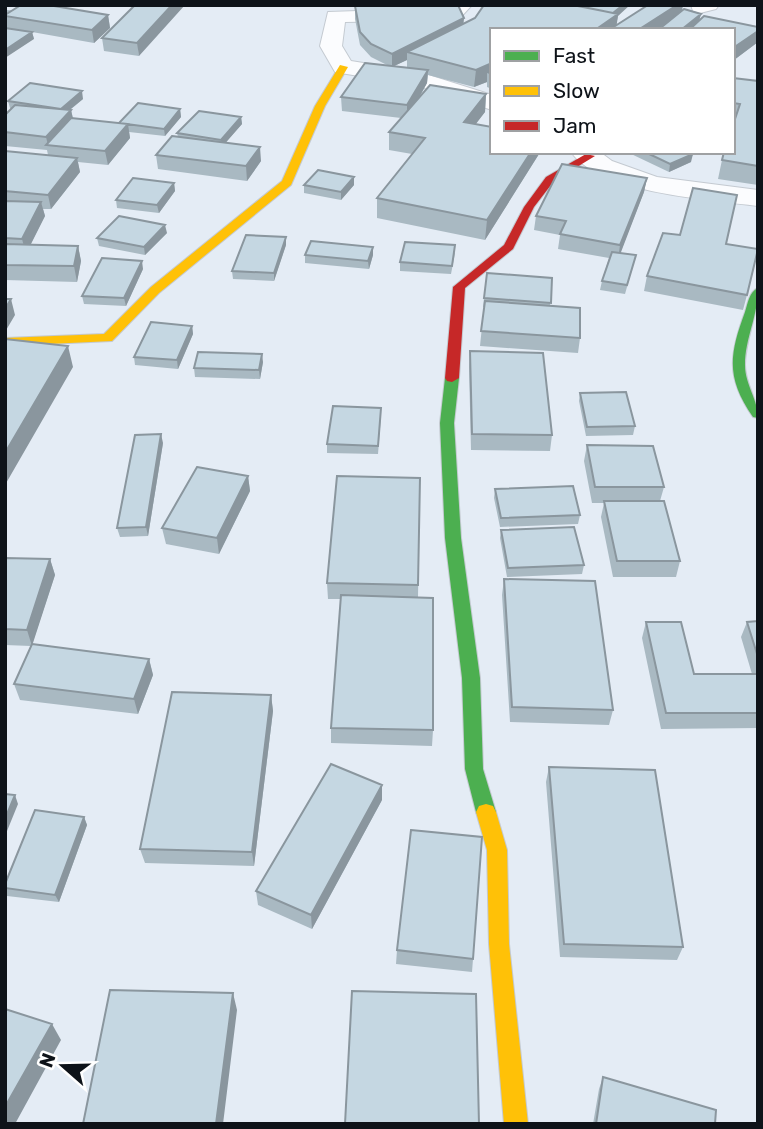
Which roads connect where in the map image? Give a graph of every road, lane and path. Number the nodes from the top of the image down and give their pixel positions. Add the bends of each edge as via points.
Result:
1 (463, 5) edge
2 (337, 11) edge
3 (342, 67) junction
4 (490, 102) edge
5 (586, 154) edge
6 (757, 204) edge
7 (758, 292) edge
8 (5, 342) edge
9 (758, 414) edge
10 (516, 1124) edge

1 - 2 street via 453,13
2 - 3 street via 331,47
3 - 4 street via 405,74
3 - 8 street via 287,183 155,290 108,338
5 - 6 street via 603,166 652,184
5 - 10 street via 550,179 529,207 509,247 458,287 447,423 453,538 471,678 474,769 497,849 499,944
7 - 9 street via 737,350 744,397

■ Exercise prompt ■
The result should be the listing above, restated exactly, with no pictures in it.

■ Solution to this task ■
Which roads connect where in the map image? Give a graph of every road, lane and path. Number the nodes from the top of the image down and give their pixel positions. Add the bends of each edge as via points.
Result:
1 (463, 5) edge
2 (337, 11) edge
3 (342, 67) junction
4 (490, 102) edge
5 (586, 154) edge
6 (757, 204) edge
7 (758, 292) edge
8 (5, 342) edge
9 (758, 414) edge
10 (516, 1124) edge

1 - 2 street via 453,13
2 - 3 street via 331,47
3 - 4 street via 405,74
3 - 8 street via 287,183 155,290 108,338
5 - 6 street via 603,166 652,184
5 - 10 street via 550,179 529,207 509,247 458,287 447,423 453,538 471,678 474,769 497,849 499,944
7 - 9 street via 737,350 744,397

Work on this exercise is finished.